"Le premier rapport du Secrétaire général des Nations Unies sur la Mission des Nations Unies pour l'appui a la justice en Haiti (MINUJUSTH) a fait l'objet de débats au Conseil de sécurité ce mardi 03 avril 2018. Le Représentant Permanent d'Haiti aupres de l'Organisation, l'Ambassadeur Denis REGIS, a fait valoir a cette séance les vues et les observations du Gouvernement de la République d'Haiti sur ce rapport et, plus largement, sur la relation Haiti-ONU. HPN publie dans son intégralité l'intervention du diplomate haitien".
Allocution de Son Excellence Monsieur Denis RÉGIS Ambassadeur, Représentant Permanent de la République d’Haïti au Conseil de sécurité des Nations Unies à la 8220e séance du Conseil sur le Rapport S/2018/241 du Secrétaire général concernant la MINUJUSTH
New York, le 3 avril 2018
Vérifier au prononcé
Monsieur le Président,
Monsieur le Secrétaire général-Adjoint,
Excellences,
Mesdames, Messieurs
1. Je voudrais, tout d'abord, remercier le Président du Conseil de sécurité des Nations Unies d'avoir invité le Gouvernement de la République d'Haïti à faire valoir ses vues et observations sur le premier Rapport, S/2018/241, du 20 mars 2018 du Secrétaire général concernant la MINUJUSTH.
Monsieur le Président,
2. Le 15 octobre dernier, une page était tournée. Après avoir dressé le bilan de ses treize années de présence en Haïti - avec ses réussites mais aussi avec ses zones d'ombres -, le Conseil de sécurité décidait de mettre fin au mandat de la MINUSTAH à la lumière des "avancées majeures" enregistrées au regard du triptyque "Sécurité et stabilité, édification de l'État de droit et promotion des droits de l'homme". En fait, la création de la Mission des Nations Unies pour l'appui à la justice (MINUJUSTH) consacrait une situation qui ne correspondait ni de près ni de loin à celle de 2004, laquelle avait été assimilée par le Conseil à une "menace contre la paix internationale dans la région". Aujourd'hui, un nouvel ordre de choses a émergé en Haïti.
3. Le Gouvernement haïtien se réjouit que le Secrétaire général ait souligné l'évolution positive de la situation du pays depuis les quatorze derniers mois, en mettant très justement en relief les "progrès accomplis par le Président Jouvenel Moise dans la mise en œuvre de son programme de réformes visant à promouvoir le développement durable" (paragraphe 2).

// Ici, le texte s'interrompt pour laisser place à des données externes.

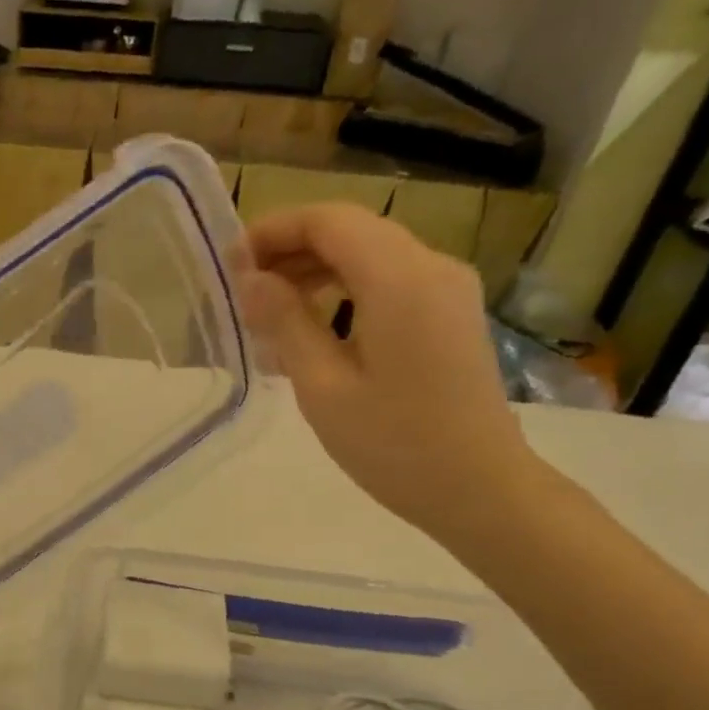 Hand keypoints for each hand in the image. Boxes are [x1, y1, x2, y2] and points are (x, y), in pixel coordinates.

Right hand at [238, 203, 542, 540]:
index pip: (329, 221)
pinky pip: (388, 282)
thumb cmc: (393, 444)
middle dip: (291, 250)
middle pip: (351, 231)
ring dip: (315, 270)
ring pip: (369, 254)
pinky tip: (312, 327)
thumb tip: (250, 280)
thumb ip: (285, 322)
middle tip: (242, 290)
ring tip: (268, 312)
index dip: (274, 230)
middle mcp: (431, 267)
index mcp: (400, 280)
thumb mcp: (323, 387)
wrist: (477, 488)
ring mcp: (447, 289)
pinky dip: (344, 290)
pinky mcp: (449, 313)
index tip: (230, 263) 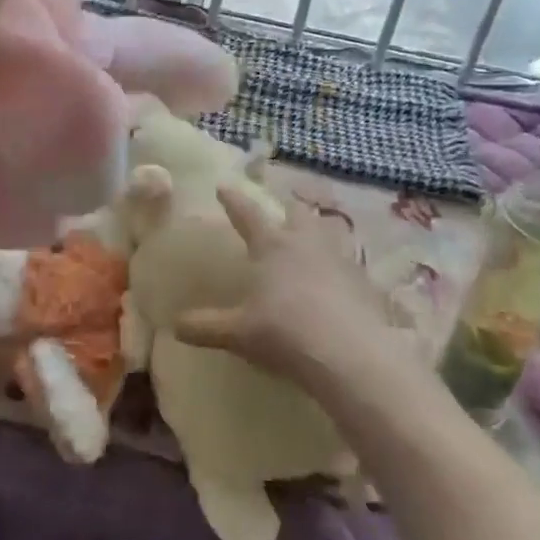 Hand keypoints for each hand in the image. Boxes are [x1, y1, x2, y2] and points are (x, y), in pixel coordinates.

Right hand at [173, 186, 402, 389]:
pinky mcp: (365, 281)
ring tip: (316, 234)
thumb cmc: (284, 333)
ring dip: (320, 229)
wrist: (350, 354)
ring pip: (329, 230)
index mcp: (272, 246)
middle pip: (297, 213)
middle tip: (282, 207)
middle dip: (286, 207)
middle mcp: (306, 243)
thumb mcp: (238, 333)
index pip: (247, 214)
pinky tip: (339, 279)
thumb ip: (206, 326)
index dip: (233, 200)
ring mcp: (340, 259)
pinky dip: (341, 265)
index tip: (223, 186)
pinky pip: (350, 263)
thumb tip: (174, 325) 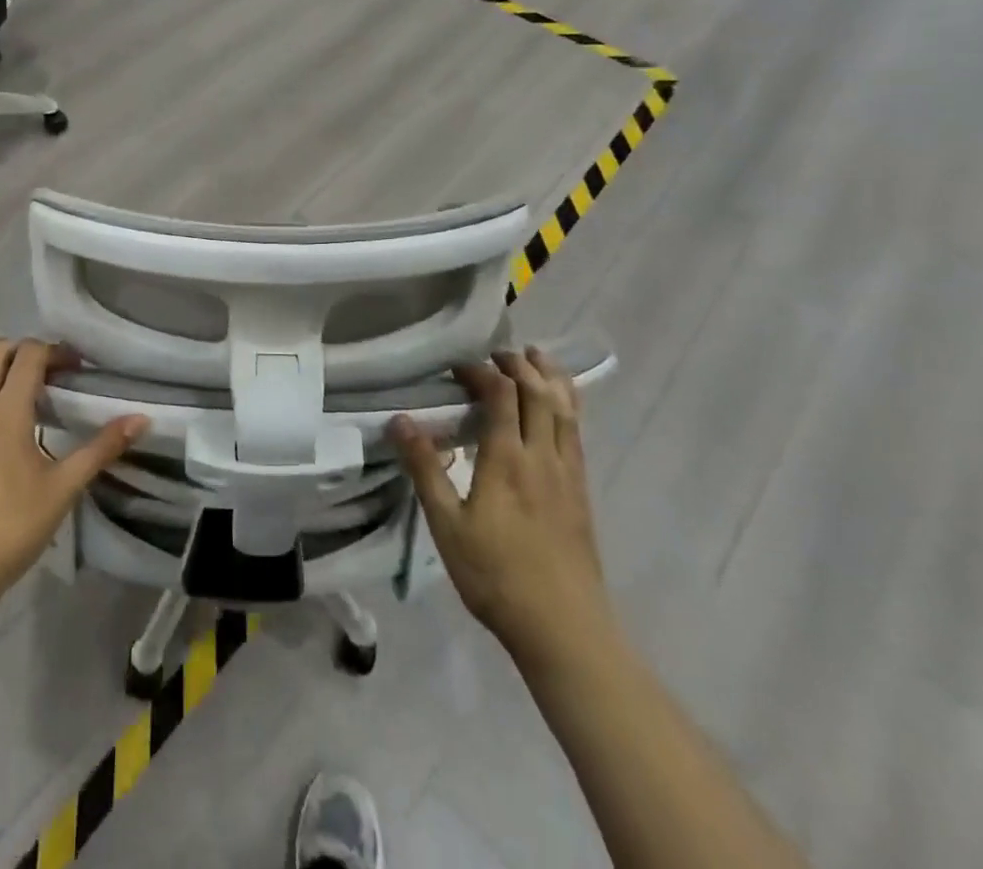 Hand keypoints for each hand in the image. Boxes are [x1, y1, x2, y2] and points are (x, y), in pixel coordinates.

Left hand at [0, 339, 148, 613]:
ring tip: (13, 363)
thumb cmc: (13, 528)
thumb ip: (102, 449)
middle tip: (50, 368)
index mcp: (7, 413)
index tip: (76, 367)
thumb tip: (142, 419)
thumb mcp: (64, 488)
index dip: (55, 352)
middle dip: (24, 348)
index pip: (29, 357)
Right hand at [390, 349, 612, 668]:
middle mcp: (543, 457)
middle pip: (540, 394)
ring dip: (551, 377)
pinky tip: (560, 408)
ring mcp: (569, 474)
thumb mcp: (447, 525)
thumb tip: (401, 420)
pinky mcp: (581, 492)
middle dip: (520, 365)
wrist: (564, 629)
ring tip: (536, 357)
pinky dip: (568, 405)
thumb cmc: (496, 576)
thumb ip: (425, 469)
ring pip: (567, 410)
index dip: (482, 371)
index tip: (459, 366)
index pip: (502, 395)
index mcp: (509, 459)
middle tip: (497, 352)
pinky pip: (577, 433) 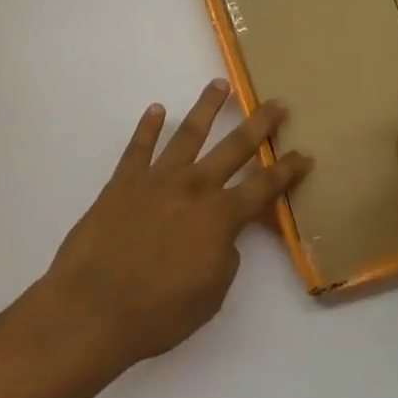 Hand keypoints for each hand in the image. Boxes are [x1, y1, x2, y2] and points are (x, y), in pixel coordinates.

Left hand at [37, 79, 310, 367]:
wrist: (92, 309)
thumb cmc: (157, 313)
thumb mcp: (210, 296)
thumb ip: (225, 258)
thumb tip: (223, 238)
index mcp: (220, 217)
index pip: (264, 187)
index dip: (288, 171)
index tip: (304, 154)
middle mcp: (194, 188)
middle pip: (235, 147)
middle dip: (260, 124)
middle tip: (277, 103)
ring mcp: (157, 180)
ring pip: (188, 133)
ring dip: (207, 107)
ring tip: (220, 84)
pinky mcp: (123, 182)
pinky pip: (138, 147)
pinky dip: (147, 127)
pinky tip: (155, 109) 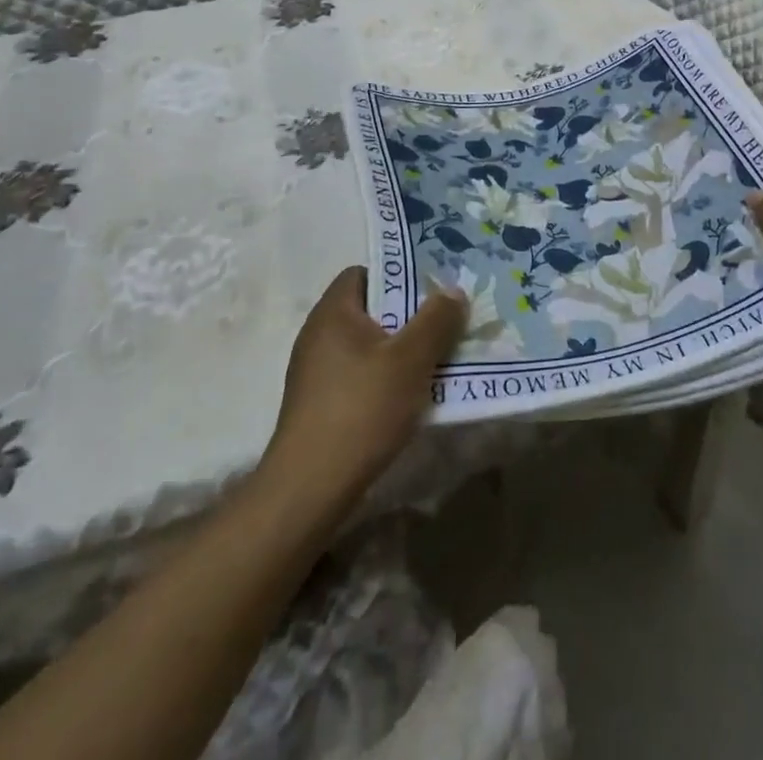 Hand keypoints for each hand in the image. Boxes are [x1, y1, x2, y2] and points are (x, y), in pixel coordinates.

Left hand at [262, 267, 466, 509]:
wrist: (309, 489)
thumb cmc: (361, 409)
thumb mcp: (410, 360)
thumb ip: (436, 320)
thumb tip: (453, 291)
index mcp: (333, 312)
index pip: (365, 272)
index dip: (399, 275)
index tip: (433, 289)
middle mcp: (318, 334)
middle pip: (371, 309)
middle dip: (409, 315)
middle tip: (445, 323)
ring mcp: (315, 372)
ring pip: (368, 345)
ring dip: (401, 350)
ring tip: (436, 360)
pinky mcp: (319, 404)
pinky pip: (360, 374)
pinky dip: (385, 377)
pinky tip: (410, 397) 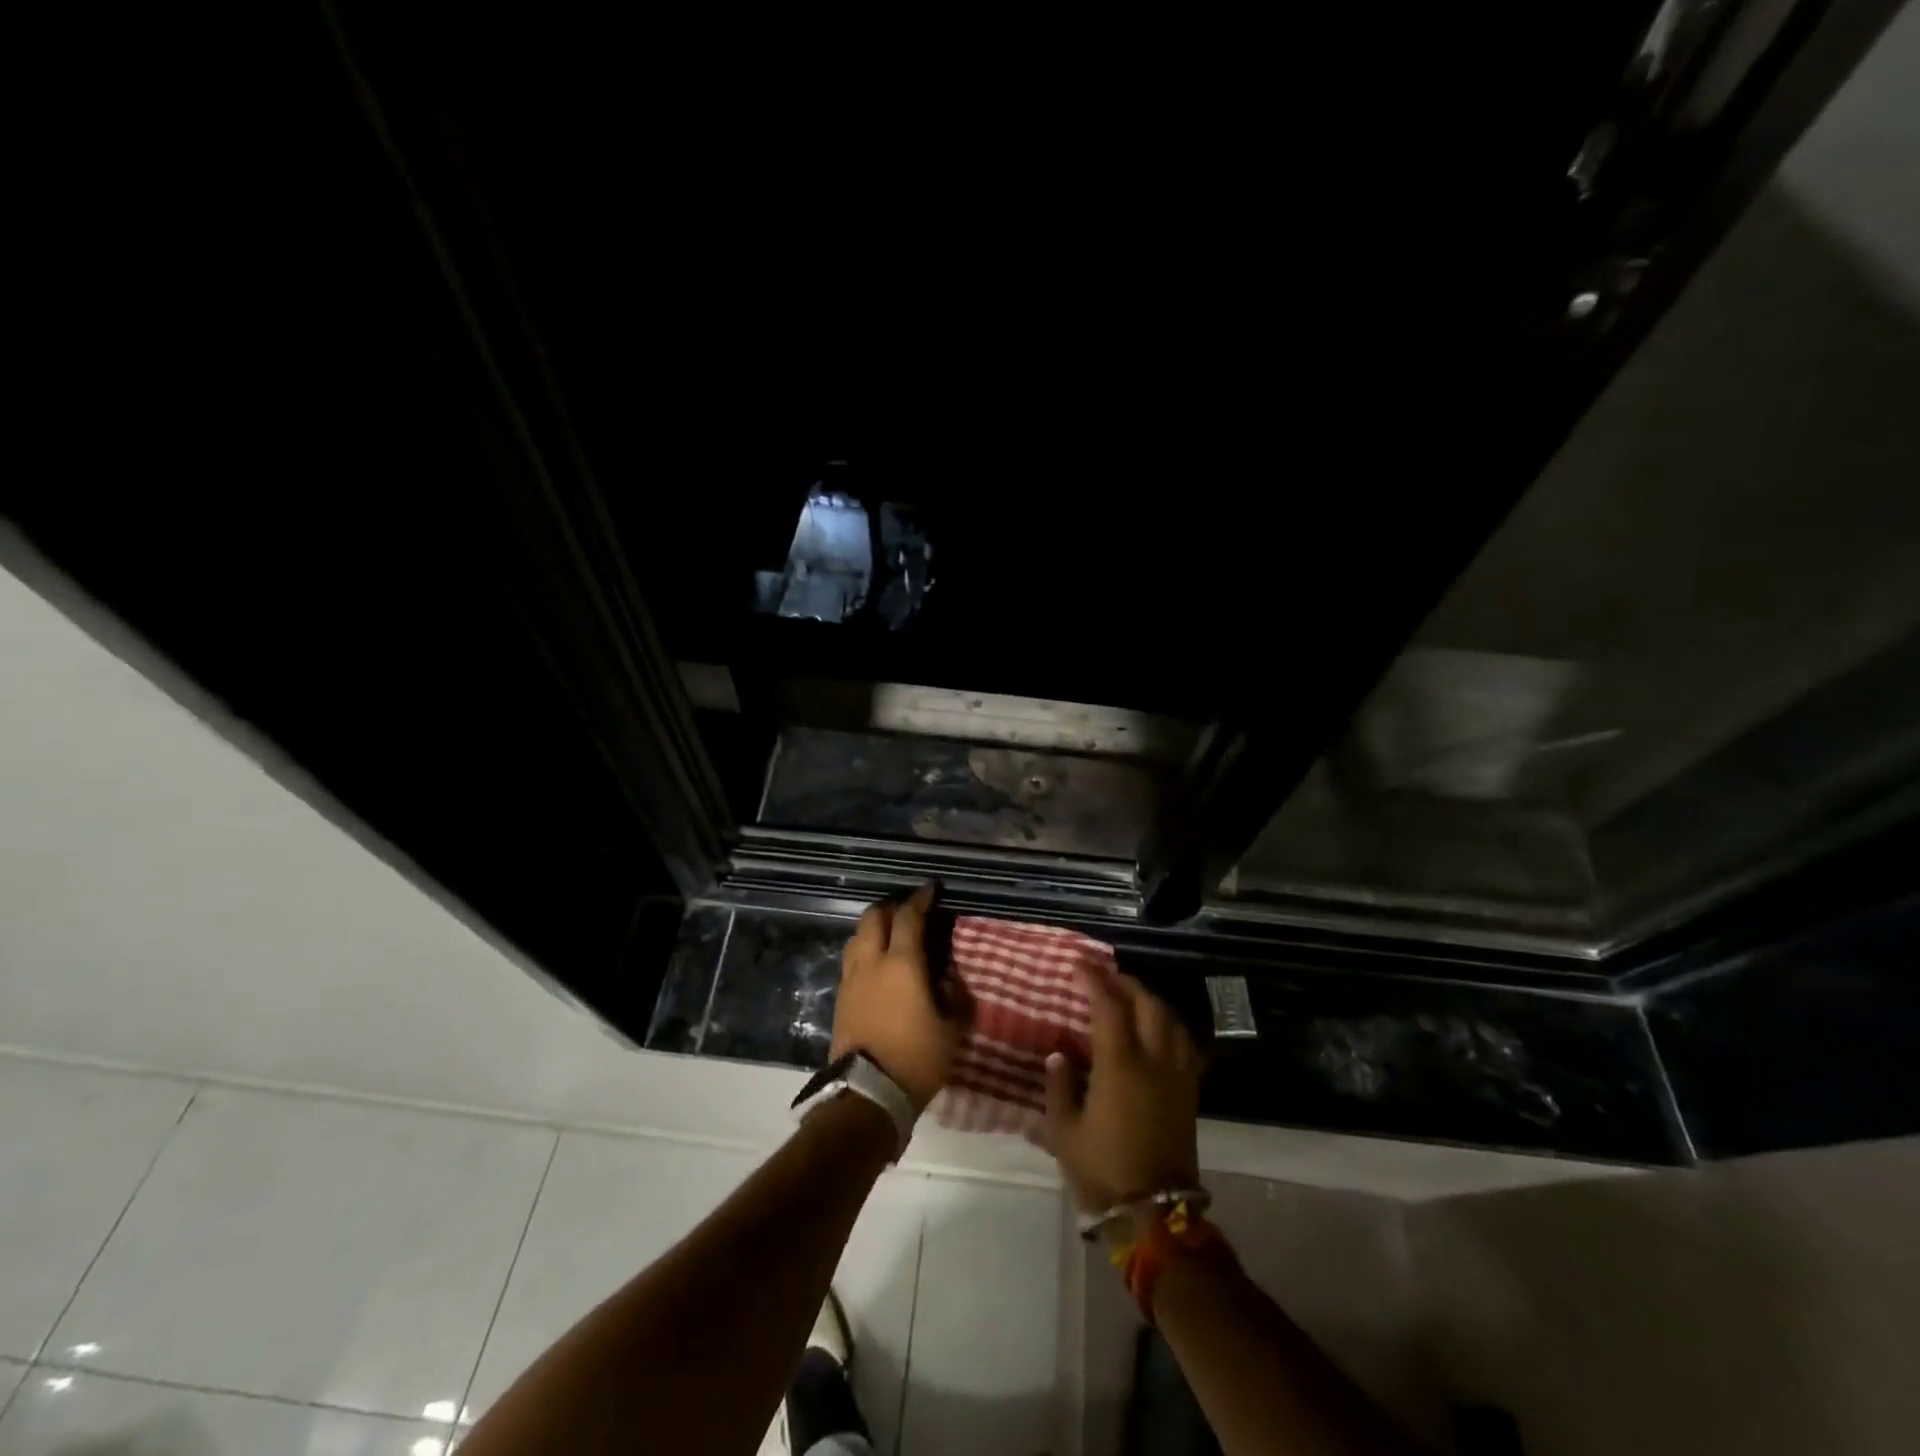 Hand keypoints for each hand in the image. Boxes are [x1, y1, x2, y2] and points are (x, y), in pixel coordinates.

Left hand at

4. En effet, Haïti est aujourd'hui en paix. Dans le sillage des élections démocratiques de 2017, la stabilité institutionnelle et l'autorité de l'État ont été restaurées ; les acquis démocratiques sont consolidés ; les institutions prévues par la Constitution fonctionnent régulièrement. Dans le cas du Conseil électoral permanent, le processus avance ; les droits de la personne sont respectés et garantis. C'est la nouvelle réalité d'un pays qui est certes confronté à des défis de grande ampleur, mais qui jouit d'un environnement sûr et stable que tout observateur de bonne foi doit évidemment reconnaître.
5. Dans ce contexte de stabilité et de "certitude politique" retrouvée, des résultats significatifs ont déjà été obtenus dans divers secteurs clés, qu'il s'agisse de l'amélioration du climat de sécurité, des avancées en matière de bonne gouvernance, du respect de la primauté du droit et de la relance du processus de développement. Parmi les indicateurs de progrès mentionnés par le Secrétaire général dans le Rapport, il me plait de relever:
- la très nette diminution de la criminalité violente - qui a chûté de près de 50% par rapport à la même période de l'année précédente ;
- le renforcement de la lutte contre la corruption dans l'administration, y compris dans le cadre du dossier Petro Caribe, dont la Cour Supérieure des Comptes et du Contentieux Administratif en a été officiellement saisie par le Parlement, conformément à la Constitution, aux fins que de droit (paragraphe 6) ;
- la priorité accordée par le Gouvernement et le Parlement aux réformes institutionnelles visant à renforcer l'Etat de droit et, notamment, à moderniser le secteur de la justice, y compris le système pénitentiaire. A cet égard, l'adoption du nouveau Code pénal ainsi que du nouveau Code de procédure criminelle figure en bonne place sur la liste des priorités de l'agenda législatif ;
- la mise en place en cours ou le rétablissement d'institutions clés prévues par la Constitution ;
- la nomination, selon les formes prévues par la Charte fondamentale en vigueur, d'un Protecteur de la citoyenne et du citoyen ;
- la professionnalisation accrue et le renforcement des capacités de la Police nationale d'Haïti (PNH).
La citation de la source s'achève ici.